Exercise prompt:
Your transcription must include every record word for word and no pictures.

======== Provided information ========

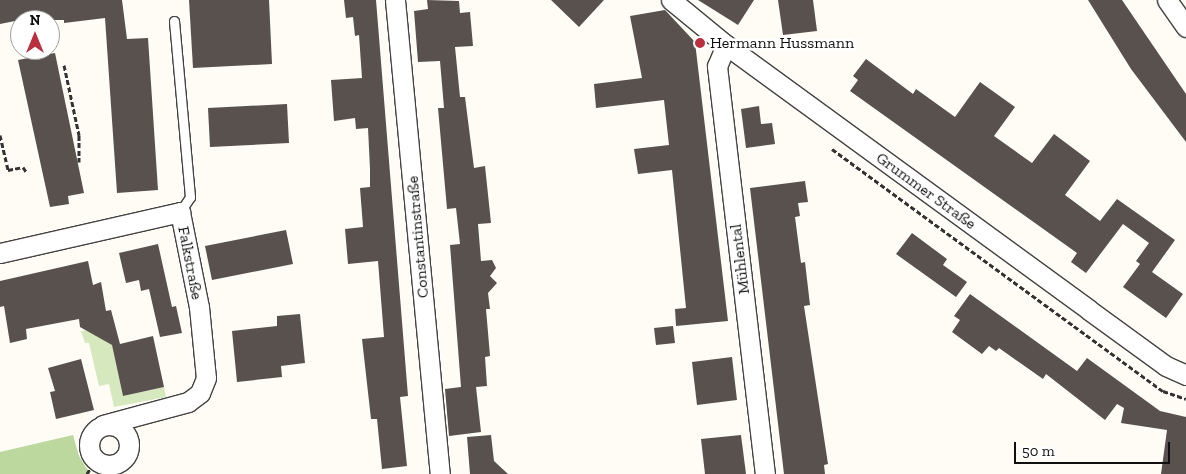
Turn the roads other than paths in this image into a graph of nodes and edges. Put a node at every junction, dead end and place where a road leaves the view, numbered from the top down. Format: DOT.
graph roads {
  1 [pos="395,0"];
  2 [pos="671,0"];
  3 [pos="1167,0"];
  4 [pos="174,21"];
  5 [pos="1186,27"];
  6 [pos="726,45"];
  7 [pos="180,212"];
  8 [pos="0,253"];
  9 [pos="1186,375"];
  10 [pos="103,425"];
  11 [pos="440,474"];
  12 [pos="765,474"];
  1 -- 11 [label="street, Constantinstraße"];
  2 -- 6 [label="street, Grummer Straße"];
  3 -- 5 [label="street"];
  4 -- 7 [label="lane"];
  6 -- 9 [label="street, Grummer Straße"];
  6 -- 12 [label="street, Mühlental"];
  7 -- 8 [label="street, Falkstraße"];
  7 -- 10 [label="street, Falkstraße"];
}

========

Exercise answer:
Turn the roads other than paths in this image into a graph of nodes and edges. Put a node at every junction, dead end and place where a road leaves the view, numbered from the top down. Format: DOT.
graph roads {
  1 [pos="395,0"];
  2 [pos="671,0"];
  3 [pos="1167,0"];
  4 [pos="174,21"];
  5 [pos="1186,27"];
  6 [pos="726,45"];
  7 [pos="180,212"];
  8 [pos="0,253"];
  9 [pos="1186,375"];
  10 [pos="103,425"];
  11 [pos="440,474"];
  12 [pos="765,474"];
  1 -- 11 [label="street, Constantinstraße"];
  2 -- 6 [label="street, Grummer Straße"];
  3 -- 5 [label="street"];
  4 -- 7 [label="lane"];
  6 -- 9 [label="street, Grummer Straße"];
  6 -- 12 [label="street, Mühlental"];
  7 -- 8 [label="street, Falkstraße"];
  7 -- 10 [label="street, Falkstraße"];
}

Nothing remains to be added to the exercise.